_Task directions_
Reproduce all entries word for word.

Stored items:
————————

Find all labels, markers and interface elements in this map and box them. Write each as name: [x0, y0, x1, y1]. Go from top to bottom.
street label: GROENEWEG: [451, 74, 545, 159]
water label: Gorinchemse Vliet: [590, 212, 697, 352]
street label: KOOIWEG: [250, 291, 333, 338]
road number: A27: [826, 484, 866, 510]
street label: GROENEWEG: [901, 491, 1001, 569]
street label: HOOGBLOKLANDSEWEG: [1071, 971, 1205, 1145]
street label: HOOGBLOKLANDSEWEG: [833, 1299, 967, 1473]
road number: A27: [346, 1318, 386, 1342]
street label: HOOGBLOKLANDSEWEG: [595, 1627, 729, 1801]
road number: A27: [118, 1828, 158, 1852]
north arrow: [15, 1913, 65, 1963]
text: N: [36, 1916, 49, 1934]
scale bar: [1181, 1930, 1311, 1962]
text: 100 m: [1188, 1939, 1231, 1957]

————————

_Written reply_
Find all labels, markers and interface elements in this map and box them. Write each as name: [x0, y0, x1, y1]. Go from top to bottom.
street label: GROENEWEG: [451, 74, 545, 159]
water label: Gorinchemse Vliet: [590, 212, 697, 352]
street label: KOOIWEG: [250, 291, 333, 338]
road number: A27: [826, 484, 866, 510]
street label: GROENEWEG: [901, 491, 1001, 569]
street label: HOOGBLOKLANDSEWEG: [1071, 971, 1205, 1145]
street label: HOOGBLOKLANDSEWEG: [833, 1299, 967, 1473]
road number: A27: [346, 1318, 386, 1342]
street label: HOOGBLOKLANDSEWEG: [595, 1627, 729, 1801]
road number: A27: [118, 1828, 158, 1852]
north arrow: [15, 1913, 65, 1963]
text: N: [36, 1916, 49, 1934]
scale bar: [1181, 1930, 1311, 1962]
text: 100 m: [1188, 1939, 1231, 1957]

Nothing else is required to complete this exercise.